2 of 96 comments (clear)

  1. Not at all by cappp · · Score: 5, Informative
    That's not what the resolution says at all.

    First .- The Senate agreed to form a Plural Working Group to follow up the negotiations for the Anti-Counterfeiting Trade Agreement, known as ACT (for its initials in English Anti-Counterfeiting Trade Agreement) in order to assist in the transparency of the multilateral negotiations and ensure that the provisions of this Agreement are in accordance with the guarantees and fundamental rights that our Constitution provides for Federal

    Second .- The Senate agreed to hold, through the Working Group Plural provided in resolving previous public forums and consultations with officials, academics, experts and interested parties in order to build a position on it, and its case, to form an agenda and an alternate route to the Anti-Counterfeiting Trade Agreement (ACTA), in order to prepare and submit bills related to the Internet, the industrial property rights and copyrights, as well as freedom of expression and the right to privacy.

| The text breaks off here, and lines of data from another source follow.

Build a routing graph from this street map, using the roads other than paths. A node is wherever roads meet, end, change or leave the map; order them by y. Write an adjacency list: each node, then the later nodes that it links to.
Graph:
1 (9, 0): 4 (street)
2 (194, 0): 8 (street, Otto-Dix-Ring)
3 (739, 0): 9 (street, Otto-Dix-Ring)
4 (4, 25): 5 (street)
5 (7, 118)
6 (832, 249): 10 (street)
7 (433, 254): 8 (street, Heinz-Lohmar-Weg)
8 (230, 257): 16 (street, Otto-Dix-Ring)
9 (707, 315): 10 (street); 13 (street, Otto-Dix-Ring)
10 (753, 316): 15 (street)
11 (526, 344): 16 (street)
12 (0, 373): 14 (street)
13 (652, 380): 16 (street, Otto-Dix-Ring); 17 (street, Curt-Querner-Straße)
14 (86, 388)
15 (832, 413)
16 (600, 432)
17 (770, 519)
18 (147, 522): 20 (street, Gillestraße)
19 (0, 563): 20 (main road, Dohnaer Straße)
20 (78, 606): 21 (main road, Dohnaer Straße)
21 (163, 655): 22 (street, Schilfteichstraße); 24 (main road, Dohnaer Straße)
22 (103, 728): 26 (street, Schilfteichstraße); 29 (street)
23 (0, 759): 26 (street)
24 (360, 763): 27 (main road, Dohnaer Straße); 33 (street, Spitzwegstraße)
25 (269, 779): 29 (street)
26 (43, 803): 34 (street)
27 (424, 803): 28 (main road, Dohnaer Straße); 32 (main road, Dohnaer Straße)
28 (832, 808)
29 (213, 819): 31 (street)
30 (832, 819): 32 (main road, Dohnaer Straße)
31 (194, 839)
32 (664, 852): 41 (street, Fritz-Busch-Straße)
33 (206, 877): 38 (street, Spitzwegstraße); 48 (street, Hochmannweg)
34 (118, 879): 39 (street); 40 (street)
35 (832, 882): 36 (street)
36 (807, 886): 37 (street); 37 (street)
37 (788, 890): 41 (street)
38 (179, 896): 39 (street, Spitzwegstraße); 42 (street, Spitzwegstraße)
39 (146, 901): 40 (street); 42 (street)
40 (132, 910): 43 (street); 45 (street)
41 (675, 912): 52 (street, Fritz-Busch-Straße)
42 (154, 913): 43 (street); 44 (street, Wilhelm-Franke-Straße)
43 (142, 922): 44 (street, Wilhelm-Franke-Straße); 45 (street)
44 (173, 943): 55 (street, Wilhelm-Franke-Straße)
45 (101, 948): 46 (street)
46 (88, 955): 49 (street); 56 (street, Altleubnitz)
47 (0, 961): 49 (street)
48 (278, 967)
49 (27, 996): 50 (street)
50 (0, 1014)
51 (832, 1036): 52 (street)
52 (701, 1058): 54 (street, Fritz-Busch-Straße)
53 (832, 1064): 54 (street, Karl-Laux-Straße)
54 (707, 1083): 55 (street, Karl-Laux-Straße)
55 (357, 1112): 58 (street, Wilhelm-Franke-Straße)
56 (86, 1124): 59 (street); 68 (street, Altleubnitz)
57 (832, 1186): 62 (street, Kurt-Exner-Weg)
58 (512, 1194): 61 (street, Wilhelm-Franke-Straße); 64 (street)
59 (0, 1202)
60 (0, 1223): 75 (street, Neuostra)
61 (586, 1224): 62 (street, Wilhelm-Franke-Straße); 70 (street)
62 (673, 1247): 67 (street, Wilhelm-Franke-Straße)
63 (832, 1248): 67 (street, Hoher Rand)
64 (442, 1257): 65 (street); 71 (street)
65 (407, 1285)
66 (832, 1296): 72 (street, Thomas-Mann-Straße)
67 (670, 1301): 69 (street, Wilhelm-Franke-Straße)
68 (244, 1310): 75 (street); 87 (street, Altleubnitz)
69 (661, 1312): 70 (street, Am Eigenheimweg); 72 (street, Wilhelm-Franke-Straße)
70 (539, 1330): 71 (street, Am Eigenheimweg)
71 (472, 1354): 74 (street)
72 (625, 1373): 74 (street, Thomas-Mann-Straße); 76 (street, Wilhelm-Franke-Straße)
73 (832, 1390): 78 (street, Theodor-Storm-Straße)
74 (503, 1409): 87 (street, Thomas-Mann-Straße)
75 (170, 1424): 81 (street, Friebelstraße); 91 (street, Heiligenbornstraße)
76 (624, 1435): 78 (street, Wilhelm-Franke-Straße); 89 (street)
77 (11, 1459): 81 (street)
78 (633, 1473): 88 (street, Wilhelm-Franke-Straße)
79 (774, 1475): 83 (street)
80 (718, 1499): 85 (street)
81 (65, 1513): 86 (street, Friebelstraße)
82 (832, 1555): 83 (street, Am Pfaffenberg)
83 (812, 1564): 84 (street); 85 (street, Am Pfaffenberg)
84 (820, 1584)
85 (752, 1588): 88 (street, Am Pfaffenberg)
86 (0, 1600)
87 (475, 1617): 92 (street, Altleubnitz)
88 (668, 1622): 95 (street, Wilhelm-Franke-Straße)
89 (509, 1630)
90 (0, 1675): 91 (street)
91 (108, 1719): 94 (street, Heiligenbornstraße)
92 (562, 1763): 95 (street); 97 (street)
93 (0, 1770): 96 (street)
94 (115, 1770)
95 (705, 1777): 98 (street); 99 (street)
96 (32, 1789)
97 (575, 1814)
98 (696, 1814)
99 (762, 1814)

Third .- While setting up a position by the Senate on Anti-Counterfeiting Trade Agreement (ACTA), requesting the owner of the Federal Executive, Mr. Felipe Calderón Hinojosa , stop the process of negotiations for our country to sign the international convention.

    This says nothing about dropping out at all. It is asking for negotiations to be paused while they set up internal discussion and review groups. The tone of the entire thing supports the general need for something like ACTA but is against the secrecy of the negotiations. The healine there is misleading.

  2. Re:IP economy vs. Freedom by mcvos · · Score: 3, Informative

    I completely disagree. Suppose your livelihood depended on creating intellectual property;

    Suppose your livelihood depended on creating hot air. It's not the law's job to enable business models, its job is to enable a healthy society. And at the moment, a lot of IP laws don't seem to do much good to society.

    There are already ridiculous amounts of money and lawyers involved in IP at the moment. We're creating more content than ever before. More than we can ever hope to consume. Why do we need a new treaty to make IP even more powerful? We need some balance.

    Now let's say your hot new video game gets distributed in a way that results in heavy losses for your employer. Now let's take this one step further - your bonus/raise/benefits have all been drastically reduced due to heavy damages. Then what are you going to do?

    Try something that works, rather than go whining to the government for more draconian laws.